Assignment: Each entry is to be output as written, so that none is missing.

Information given:
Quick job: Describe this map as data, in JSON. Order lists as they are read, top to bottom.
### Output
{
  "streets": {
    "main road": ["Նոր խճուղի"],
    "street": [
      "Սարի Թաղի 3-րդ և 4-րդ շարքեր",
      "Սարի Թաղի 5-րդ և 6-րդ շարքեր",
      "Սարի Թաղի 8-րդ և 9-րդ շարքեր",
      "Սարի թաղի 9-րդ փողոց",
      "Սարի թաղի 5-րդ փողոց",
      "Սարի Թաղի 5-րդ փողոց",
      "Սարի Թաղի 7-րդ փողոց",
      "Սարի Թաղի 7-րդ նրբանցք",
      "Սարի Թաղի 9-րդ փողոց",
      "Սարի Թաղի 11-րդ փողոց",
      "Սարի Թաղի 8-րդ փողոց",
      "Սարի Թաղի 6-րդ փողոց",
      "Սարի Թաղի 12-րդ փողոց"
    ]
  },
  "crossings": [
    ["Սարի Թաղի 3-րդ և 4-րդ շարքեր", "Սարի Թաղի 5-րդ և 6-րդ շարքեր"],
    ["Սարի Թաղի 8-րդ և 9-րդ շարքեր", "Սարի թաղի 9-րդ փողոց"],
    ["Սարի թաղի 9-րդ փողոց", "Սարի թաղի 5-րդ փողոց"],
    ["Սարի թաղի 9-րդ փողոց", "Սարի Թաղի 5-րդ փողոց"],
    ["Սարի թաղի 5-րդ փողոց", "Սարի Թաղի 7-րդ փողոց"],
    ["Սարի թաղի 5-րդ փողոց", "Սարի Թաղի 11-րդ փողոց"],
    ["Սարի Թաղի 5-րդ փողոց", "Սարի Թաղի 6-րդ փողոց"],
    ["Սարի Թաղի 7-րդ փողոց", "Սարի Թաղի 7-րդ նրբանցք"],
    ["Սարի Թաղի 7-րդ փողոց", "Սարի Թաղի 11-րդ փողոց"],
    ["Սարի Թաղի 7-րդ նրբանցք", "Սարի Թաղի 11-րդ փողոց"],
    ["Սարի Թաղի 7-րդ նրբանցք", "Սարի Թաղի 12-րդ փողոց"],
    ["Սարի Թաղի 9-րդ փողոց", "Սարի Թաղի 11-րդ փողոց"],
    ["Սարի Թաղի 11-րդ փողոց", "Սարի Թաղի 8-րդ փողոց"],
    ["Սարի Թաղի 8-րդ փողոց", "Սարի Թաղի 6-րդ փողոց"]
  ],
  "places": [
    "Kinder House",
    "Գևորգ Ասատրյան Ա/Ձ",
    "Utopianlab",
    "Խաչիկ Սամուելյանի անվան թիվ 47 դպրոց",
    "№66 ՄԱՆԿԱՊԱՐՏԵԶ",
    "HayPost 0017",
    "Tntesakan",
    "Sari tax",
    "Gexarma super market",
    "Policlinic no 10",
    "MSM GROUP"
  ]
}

Solution to this problem:
Quick job: Describe this map as data, in JSON. Order lists as they are read, top to bottom.
### Output
{
  "streets": {
    "main road": ["Նոր խճուղի"],
    "street": [
      "Սարի Թաղի 3-րդ և 4-րդ շարքեր",
      "Սարի Թաղի 5-րդ և 6-րդ շարքեր",
      "Սարի Թաղի 8-րդ և 9-րդ շարքեր",
      "Սարի թաղի 9-րդ փողոց",
      "Սարի թաղի 5-րդ փողոց",
      "Սարի Թաղի 5-րդ փողոց",
      "Սարի Թաղի 7-րդ փողոց",
      "Սարի Թաղի 7-րդ նրբանցք",
      "Սարի Թաղի 9-րդ փողոց",
      "Սարի Թաղի 11-րդ փողոց",
      "Սարի Թաղի 8-րդ փողոց",
      "Սարի Թաղի 6-րդ փողոց",
      "Սարի Թաղի 12-րդ փողոց"
    ]
  },
  "crossings": [
    ["Սարի Թաղի 3-րդ և 4-րդ շարքեր", "Սարի Թաղի 5-րդ և 6-րդ շարքեր"],
    ["Սարի Թաղի 8-րդ և 9-րդ շարքեր", "Սարի թաղի 9-րդ փողոց"],
    ["Սարի թաղի 9-րդ փողոց", "Սարի թաղի 5-րդ փողոց"],
    ["Սարի թաղի 9-րդ փողոց", "Սարի Թաղի 5-րդ փողոց"],
    ["Սարի թաղի 5-րդ փողոց", "Սարի Թաղի 7-րդ փողոց"],
    ["Սարի թաղի 5-րդ փողոց", "Սարի Թաղի 11-րդ փողոց"],
    ["Սարի Թաղի 5-րդ փողոց", "Սարի Թաղի 6-րդ փողոց"],
    ["Սարի Թաղի 7-րդ փողոց", "Սարի Թաղի 7-րդ նրբանցք"],
    ["Սարի Թաղի 7-րդ փողոց", "Սարի Թաղի 11-րդ փողոց"],
    ["Սարի Թաղի 7-րդ նրբանցք", "Սարի Թաղի 11-րդ փողոց"],
    ["Սարի Թաղի 7-րդ նրբանցք", "Սարի Թաղի 12-րդ փողոց"],
    ["Սարի Թաղի 9-րդ փողոց", "Սարի Թաղի 11-րդ փողոց"],
    ["Սարի Թաղի 11-րդ փողոց", "Սարի Թաղի 8-րդ փողոց"],
    ["Սարի Թաղի 8-րդ փողոց", "Սարի Թաղի 6-րդ փողոց"]
  ],
  "places": [
    "Kinder House",
    "Գևորգ Ասատրյան Ա/Ձ",
    "Utopianlab",
    "Խաչիկ Սամուելյանի անվան թիվ 47 դպրոց",
    "№66 ՄԱՆԿԱՊԱՐՏԵԶ",
    "HayPost 0017",
    "Tntesakan",
    "Sari tax",
    "Gexarma super market",
    "Policlinic no 10",
    "MSM GROUP"
  ]
}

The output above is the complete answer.